Comment by igiveup

4 days ago

While temperature may be in the stellar ballpark, pressure should be much lower. That is fine because we are not trying to do proton-proton fusion (that one is very slow even in a star) but a much easier deuterium-tritium fusion.

So, deuterium needs to be obtained from sea water through distillation and electrolysis - both energy intensive operations. And tritium comes from nuclear reactors.

I have always wondered - assuming that the confinement problem is solved, how does the cost of the fuel compare to fission (or other generation methods?

  • The energy cost to extract deuterium from seawater is about 1/238000th (0.00004%) the energy released from fusing that deuterium.

    Nuclear fusion breeds its own tritium from lithium.

    Running a 1 GW thermal fusion reactor for a year would consume $483,000 of deuterium and $1300 of lithium. At 40% conversion efficiency and 5 cents per kwh, the fusion reactor would produce $175 million of electricity in that same year.

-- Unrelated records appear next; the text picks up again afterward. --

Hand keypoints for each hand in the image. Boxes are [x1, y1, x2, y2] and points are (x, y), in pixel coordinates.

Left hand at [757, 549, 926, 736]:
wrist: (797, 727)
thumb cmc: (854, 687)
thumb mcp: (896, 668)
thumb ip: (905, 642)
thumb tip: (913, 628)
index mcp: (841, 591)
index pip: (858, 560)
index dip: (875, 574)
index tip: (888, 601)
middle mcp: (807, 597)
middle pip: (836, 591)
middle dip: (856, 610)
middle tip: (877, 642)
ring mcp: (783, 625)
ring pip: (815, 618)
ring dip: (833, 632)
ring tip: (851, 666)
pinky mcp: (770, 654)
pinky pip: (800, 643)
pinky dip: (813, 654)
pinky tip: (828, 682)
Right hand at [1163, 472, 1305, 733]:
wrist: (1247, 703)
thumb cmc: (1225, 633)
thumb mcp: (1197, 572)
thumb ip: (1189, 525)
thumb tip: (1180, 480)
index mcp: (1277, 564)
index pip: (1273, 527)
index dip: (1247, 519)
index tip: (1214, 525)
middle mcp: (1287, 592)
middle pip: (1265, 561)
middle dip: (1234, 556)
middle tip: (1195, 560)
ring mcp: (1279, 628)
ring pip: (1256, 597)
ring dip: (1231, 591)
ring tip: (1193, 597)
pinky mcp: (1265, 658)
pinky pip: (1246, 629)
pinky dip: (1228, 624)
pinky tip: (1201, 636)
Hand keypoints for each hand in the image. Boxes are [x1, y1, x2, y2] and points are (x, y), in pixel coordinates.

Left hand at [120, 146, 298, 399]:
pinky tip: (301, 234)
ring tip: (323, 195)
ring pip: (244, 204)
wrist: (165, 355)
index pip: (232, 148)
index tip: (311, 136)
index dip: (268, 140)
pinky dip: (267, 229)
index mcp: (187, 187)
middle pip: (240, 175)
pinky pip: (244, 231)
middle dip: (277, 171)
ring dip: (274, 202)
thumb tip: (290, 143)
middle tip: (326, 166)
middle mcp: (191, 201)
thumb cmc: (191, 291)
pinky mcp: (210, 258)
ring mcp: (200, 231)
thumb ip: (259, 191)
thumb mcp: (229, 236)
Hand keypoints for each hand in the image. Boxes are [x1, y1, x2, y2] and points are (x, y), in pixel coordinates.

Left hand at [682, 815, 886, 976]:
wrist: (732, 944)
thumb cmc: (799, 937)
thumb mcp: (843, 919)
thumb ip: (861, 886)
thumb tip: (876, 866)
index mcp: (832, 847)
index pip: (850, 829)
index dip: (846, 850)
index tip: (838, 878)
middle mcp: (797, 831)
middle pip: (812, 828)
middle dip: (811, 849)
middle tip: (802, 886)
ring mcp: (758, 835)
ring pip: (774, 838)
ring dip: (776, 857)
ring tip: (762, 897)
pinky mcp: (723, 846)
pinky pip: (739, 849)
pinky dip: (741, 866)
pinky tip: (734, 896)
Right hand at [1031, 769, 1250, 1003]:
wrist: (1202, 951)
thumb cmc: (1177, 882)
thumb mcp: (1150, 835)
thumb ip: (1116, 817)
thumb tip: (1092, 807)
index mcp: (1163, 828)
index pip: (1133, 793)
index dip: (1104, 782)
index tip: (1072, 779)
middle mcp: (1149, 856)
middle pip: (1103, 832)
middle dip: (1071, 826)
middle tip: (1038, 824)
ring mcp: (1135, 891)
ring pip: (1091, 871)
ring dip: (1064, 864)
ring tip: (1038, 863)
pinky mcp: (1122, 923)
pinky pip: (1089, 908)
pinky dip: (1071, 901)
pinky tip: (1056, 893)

    For comparison, fuel is about 5% of the cost of electricity from fission, and about 50% the cost from coal.

  • The energy needed to separate deuterium is many orders of magnitude less than the energy liberated by fusion of the deuterium.

    The fuel cost is small compared to fission, but note that even with fission fuel is a small fraction of the total cost, so this doesn't save much.